In light of these findings, it is evident that the deformation temperature plays a crucial role in dictating the precipitation behavior and consequently affects the mechanical properties of Cu-Cr-based alloys. However, the precise mechanisms underlying these effects require further elucidation. As is known, high-pressure torsion (HPT) is a prominent severe plastic deformation (SPD) technique extensively employed to achieve significant microstructural refinement and enhance the mechanical and physical properties of materials [20]. This method is particularly noted for inducing extreme grain refinement and generating a high density of lattice defects. During the HPT process, a disk-shaped specimen is positioned between two anvils and subjected to an exceptionally high compressive load, typically reaching several gigapascals. Concurrently, one anvil undergoes rotation relative to the other, imparting a torsional strain on the sample. The synergistic effect of the applied high pressure and shear deformation leads to profound plastic deformation, resulting in the fragmentation of grains and the introduction of a substantial density of dislocations [20]. This extreme deformation markedly transforms the microstructure, facilitating phenomena such as grain boundary sliding, lattice distortion, and phase transformations that are crucial for defining the material’s mechanical properties [21]. This capability enables a systematic exploration of the effects of deformation temperature on microstructural evolution, providing valuable insights into the underlying mechanisms that dictate the material’s properties.
In this study, a Cu-0.86 wt.% Cr alloy was subjected to high-pressure torsion (HPT) at varying temperatures: liquid nitrogen (HPT-LNT), room temperature (HPT-RT), and elevated temperatures (HPT-ETs).
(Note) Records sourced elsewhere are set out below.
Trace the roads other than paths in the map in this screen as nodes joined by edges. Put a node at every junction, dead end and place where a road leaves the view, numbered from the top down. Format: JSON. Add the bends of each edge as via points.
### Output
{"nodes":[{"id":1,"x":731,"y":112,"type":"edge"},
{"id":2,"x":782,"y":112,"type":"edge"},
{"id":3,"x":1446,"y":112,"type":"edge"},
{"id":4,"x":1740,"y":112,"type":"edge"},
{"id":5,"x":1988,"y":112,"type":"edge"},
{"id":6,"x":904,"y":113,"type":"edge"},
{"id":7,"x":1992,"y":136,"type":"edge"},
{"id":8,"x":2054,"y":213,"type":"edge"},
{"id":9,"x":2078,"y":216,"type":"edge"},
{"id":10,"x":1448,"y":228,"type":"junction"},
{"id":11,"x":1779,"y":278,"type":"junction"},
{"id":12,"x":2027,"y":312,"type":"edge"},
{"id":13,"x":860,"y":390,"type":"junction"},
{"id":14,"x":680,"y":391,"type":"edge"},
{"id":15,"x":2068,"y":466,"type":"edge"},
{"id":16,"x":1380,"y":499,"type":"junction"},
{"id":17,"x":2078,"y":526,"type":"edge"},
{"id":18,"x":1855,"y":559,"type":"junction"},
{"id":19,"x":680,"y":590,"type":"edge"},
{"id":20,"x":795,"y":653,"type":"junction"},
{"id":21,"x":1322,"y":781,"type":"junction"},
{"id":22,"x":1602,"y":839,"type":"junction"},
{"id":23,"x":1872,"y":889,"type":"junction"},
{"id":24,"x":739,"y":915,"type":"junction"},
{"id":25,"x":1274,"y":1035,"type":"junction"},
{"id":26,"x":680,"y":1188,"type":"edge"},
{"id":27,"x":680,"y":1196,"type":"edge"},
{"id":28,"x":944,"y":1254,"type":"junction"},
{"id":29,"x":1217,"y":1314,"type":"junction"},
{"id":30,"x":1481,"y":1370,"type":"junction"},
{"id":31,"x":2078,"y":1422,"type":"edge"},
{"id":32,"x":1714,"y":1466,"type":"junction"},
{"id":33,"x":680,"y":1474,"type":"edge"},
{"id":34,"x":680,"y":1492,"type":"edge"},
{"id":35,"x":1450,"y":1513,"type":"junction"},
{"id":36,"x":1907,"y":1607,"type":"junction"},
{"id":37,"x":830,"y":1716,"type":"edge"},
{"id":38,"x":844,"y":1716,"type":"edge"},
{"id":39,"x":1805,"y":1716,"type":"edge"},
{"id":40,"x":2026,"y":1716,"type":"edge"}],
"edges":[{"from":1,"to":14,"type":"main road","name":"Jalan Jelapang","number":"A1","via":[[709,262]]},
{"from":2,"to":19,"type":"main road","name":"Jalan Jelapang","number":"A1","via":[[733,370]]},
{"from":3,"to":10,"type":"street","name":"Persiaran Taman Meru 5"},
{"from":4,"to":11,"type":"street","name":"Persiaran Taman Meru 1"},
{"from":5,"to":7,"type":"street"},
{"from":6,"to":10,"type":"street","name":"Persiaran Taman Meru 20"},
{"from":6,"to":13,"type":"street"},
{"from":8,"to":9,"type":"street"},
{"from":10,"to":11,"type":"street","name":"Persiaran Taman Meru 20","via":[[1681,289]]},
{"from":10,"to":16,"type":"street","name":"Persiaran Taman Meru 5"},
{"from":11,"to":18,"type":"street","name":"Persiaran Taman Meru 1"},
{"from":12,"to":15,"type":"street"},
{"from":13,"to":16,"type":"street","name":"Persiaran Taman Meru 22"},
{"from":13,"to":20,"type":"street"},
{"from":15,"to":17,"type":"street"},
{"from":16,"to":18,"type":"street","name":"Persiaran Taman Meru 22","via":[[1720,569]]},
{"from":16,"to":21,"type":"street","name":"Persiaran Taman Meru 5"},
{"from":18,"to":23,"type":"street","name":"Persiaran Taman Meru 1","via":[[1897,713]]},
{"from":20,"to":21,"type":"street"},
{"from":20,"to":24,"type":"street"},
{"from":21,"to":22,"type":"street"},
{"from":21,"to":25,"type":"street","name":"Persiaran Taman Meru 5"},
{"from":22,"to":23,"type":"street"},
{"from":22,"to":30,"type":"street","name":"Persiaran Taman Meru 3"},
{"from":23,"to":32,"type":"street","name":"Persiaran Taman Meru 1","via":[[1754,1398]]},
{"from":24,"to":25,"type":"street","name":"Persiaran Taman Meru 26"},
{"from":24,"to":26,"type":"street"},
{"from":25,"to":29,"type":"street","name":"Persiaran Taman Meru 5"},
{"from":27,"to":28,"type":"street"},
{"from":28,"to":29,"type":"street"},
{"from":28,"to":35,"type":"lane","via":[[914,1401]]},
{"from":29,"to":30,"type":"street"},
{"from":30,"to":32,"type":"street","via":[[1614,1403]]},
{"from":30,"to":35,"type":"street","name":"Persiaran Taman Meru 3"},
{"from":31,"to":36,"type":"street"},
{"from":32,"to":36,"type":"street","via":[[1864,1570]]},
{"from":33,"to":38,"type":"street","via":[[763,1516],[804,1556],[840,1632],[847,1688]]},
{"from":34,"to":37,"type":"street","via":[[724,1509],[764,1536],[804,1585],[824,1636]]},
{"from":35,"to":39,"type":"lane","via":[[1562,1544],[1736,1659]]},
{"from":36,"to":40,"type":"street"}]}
The effects of deformation temperature on the precipitation behavior, as well as the mechanical and electrical properties of the alloy, were systematically investigated.

2. Experimental Section

The Cu-0.86 wt% Cr alloy was synthesized by utilizing a vacuum-induction melting furnace. The precise control of the melting environment ensured the minimization of contamination and oxidation, yielding a high-purity alloy. Post-melting, the resultant ingot underwent a rigorous solution treatment (ST) at 1000 °C for a duration of 1 h, immediately followed by rapid water quenching. Then, the alloy ingot was sectioned into disk-shaped specimens, each with a diameter of 10 mm and a thickness of 1 mm. These specimens were then subjected to HPT. HPT processing was conducted at various temperatures to investigate the temperature-dependent behavior of the alloy. The temperatures selected for the study included liquid nitrogen cooling temperature (LNT), room temperature (RT), and elevated temperature (~200 °C) (ET). Each specimen was processed at a rotational speed of 1 rpm under a constant pressure of 1.5 GPa, applied using a constrained anvil setup. The application of HPT under these meticulously controlled conditions aimed to systematically explore the microstructural evolution, mechanical property enhancement, and thermal stability of the Cu-0.86 wt% Cr alloy. The thermal response during heating was analyzed using differential thermal calorimetry (DSC). Samples weighing 90 mg were heated to 515 °C in an argon atmosphere. Phase identification was conducted via X-ray diffraction (XRD). Microstructural observations and electron diffraction were performed with a TALOS F200X transmission electron microscope (TEM) at 200 kV. TEM samples were prepared by mechanically thinning the material to approximately 100 µm, followed by ion milling until the sample was electron-transparent. The final thickness was typically less than 100 nm, ensuring suitability for high-resolution TEM analysis. Electrical conductivity measurements were taken using an intelligent eddy-current low-resistance tester, with the average value and standard deviation calculated from at least 10 measurements. Mechanical properties were assessed through Vickers microhardness testing.

3. Results and Discussion

The microstructures and grain size distribution of the HPT-processed samples are shown in Figure 1. The grain size is significantly refined, leading to the formation of an ultra-fine crystalline structure. The grain size distributions indicate that the average grain size increases as the processing temperature rises. Specifically, the average grain sizes was approximately 102.3 nm for the HPT-LNT-20 sample, 110.5 nm for the HPT-RT-20 sample, and 116.5 nm for the HPT-ET-20 sample. The increase in grain size with higher processing temperatures is a direct consequence of enhanced atomic mobility, accelerated re-crystallization, and reduced defect density [22,23].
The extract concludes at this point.